By Xander Lundblad
It’s hard to stay away from Draft Kings or FanDuel commercials these days, especially now that New York has allowed these sites to run again on a temporary permit after being shut down last fall. The issue will continue to be revisited but it is clear that daily fantasy is online gambling and should be illegal.
For those unfamiliar with how daily fantasy works, it is a one-week fantasy football contest where players pick their lineup made up of one quarterback, a defense, a tight end, two running backs, three wide receivers, and a flex position where players can choose between playing an extra wide receiver, running back or tight end.. Players place an entry fee using PayPal or a credit card, and can win anywhere from $1 to $1 million. But it has the same components of luck as fantasy football. You never know what is going to happen until you watch the game.
Daily fantasy falsely advertises itself as a game of skill. Here is the New York penal law that clearly states what gambling is: “A person engages in gambling when he stakes or risks something of value upon the outcome of a contest of chance or a future contingent event not under his control or influence, upon an agreement or understanding that he will receive something of value in the event of a certain outcome.” Daily fantasy clearly violates this rule by bettors giving cash for football games not under their control.

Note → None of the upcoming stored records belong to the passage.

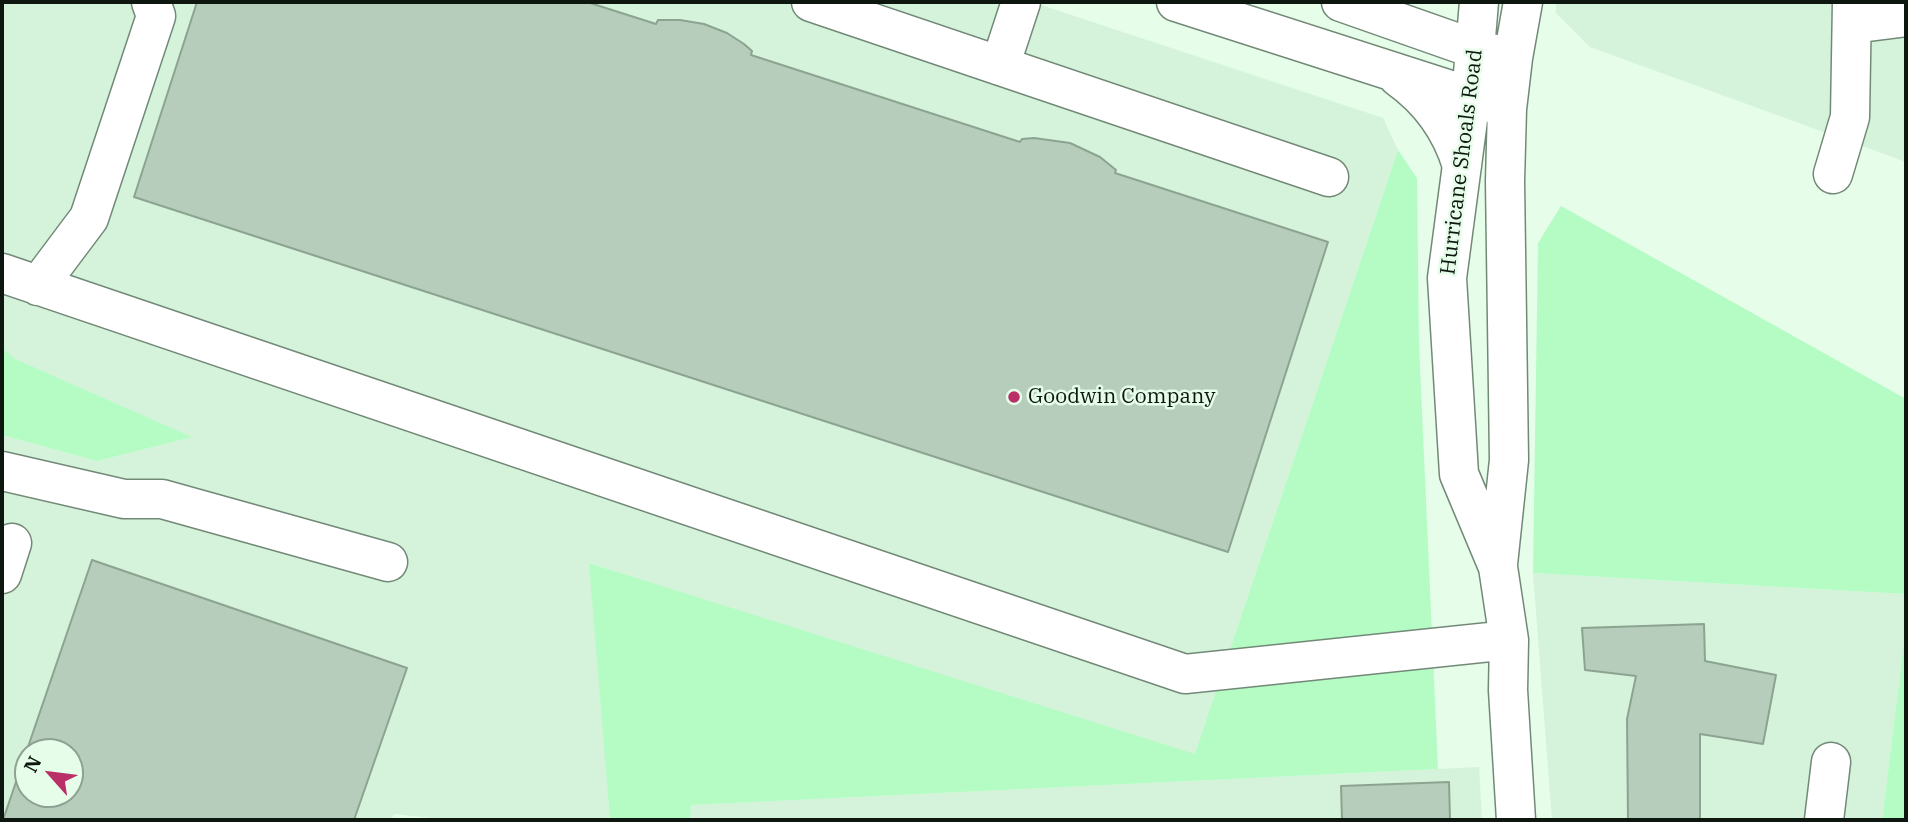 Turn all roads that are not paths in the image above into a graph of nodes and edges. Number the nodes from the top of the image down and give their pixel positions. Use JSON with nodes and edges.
{"nodes":[{"id":1,"x":151,"y":2,"type":"edge"},
{"id":2,"x":811,"y":2,"type":"edge"},
{"id":3,"x":1021,"y":2,"type":"edge"},
{"id":4,"x":1176,"y":2,"type":"edge"},
{"id":5,"x":1341,"y":2,"type":"edge"},
{"id":6,"x":1433,"y":2,"type":"edge"},
{"id":7,"x":1479,"y":2,"type":"edge"},
{"id":8,"x":1523,"y":2,"type":"edge"},
{"id":9,"x":1852,"y":13,"type":"edge"},
{"id":10,"x":1385,"y":17,"type":"junction"},
{"id":11,"x":1906,"y":17,"type":"edge"},
{"id":12,"x":1475,"y":49,"type":"junction"},
{"id":13,"x":1513,"y":58,"type":"junction"},
{"id":14,"x":1000,"y":66,"type":"junction"},
{"id":15,"x":1384,"y":68,"type":"junction"},
{"id":16,"x":1471,"y":97,"type":"junction"},
{"id":17,"x":1507,"y":109,"type":"junction"},
{"id":18,"x":1462,"y":166,"type":"junction"},
{"id":19,"x":1833,"y":174,"type":"dead end"},
{"id":20,"x":1329,"y":177,"type":"dead end"},
{"id":21,"x":2,"y":273,"type":"edge"},
{"id":22,"x":38,"y":285,"type":"junction"},
{"id":23,"x":2,"y":471,"type":"edge"},
{"id":24,"x":388,"y":562,"type":"dead end"},
{"id":25,"x":1497,"y":566,"type":"junction"},
{"id":26,"x":1510,"y":640,"type":"junction"},
{"id":27,"x":1832,"y":762,"type":"dead end"},
{"id":28,"x":1516,"y":820,"type":"edge"},
{"id":29,"x":1824,"y":820,"type":"edge"}],
"edges":[{"from":1,"to":22,"type":"street"},
{"from":2,"to":14,"type":"street"},
{"from":3,"to":14,"type":"street"},
{"from":4,"to":15,"type":"street"},
{"from":5,"to":10,"type":"street"},
{"from":6,"to":10,"type":"street"},
{"from":7,"to":12,"type":"street","name":"Hurricane Shoals Road"},
{"from":8,"to":13,"type":"street","name":"Hurricane Shoals Road"},
{"from":9,"to":11,"type":"street"},
{"from":9,"to":19,"type":"street"},
{"from":10,"to":12,"type":"street"},
{"from":12,"to":13,"type":"street"},
{"from":12,"to":16,"type":"street","name":"Hurricane Shoals Road"},
{"from":13,"to":17,"type":"street","name":"Hurricane Shoals Road"},
{"from":14,"to":20,"type":"street"},
{"from":15,"to":16,"type":"street"},
{"from":15,"to":18,"type":"street"},
{"from":16,"to":17,"type":"street"},
{"from":16,"to":18,"type":"street","name":"Hurricane Shoals Road"},
{"from":17,"to":25,"type":"street","name":"Hurricane Shoals Road"},
{"from":18,"to":25,"type":"street","name":"Hurricane Shoals Road"},
{"from":21,"to":22,"type":"street"},
{"from":22,"to":26,"type":"street"},
{"from":23,"to":24,"type":"street"},
{"from":25,"to":26,"type":"street","name":"Hurricane Shoals Road"},
{"from":26,"to":28,"type":"street","name":"Hurricane Shoals Road"},
{"from":27,"to":29,"type":"street"}]}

So how does daily fantasy get away with being labeled as a game of skill? Daily fantasy sites claim that people who have experience figure out the patterns and win more.
“Anyone who believes that DFS players don’t control how they do in the contests has never played those contests,” said litigator David Boies, counsel to DraftKings.
This is how it is still legal since it operates under a loophole. But tell me, is it a skill to predict how well Odell Beckham Jr. performs in week four? Considering he could play terrible or get injured at any time, of course not.
Some people are ok with daily fantasy being legal and believe it should be allowed, but them saying you are guaranteed to win money is ludicrous. The Washington Post did a random sample of who scored the largest profit from baseball contests in 2015. Only 1.3 percent won a 50 percent profit. Another survey of 1,200 bettors by an expert daily fantasy research group, Eilers Research, found that about 70 percent of players had broken even or lost their money. Statistics like this prove daily fantasy players are destined to lose money.
Determining if daily fantasy should be legal is a debate that every fantasy sports player is divided on, but it is falsely advertised as a game of skill not luck, and that alone should make it illegal.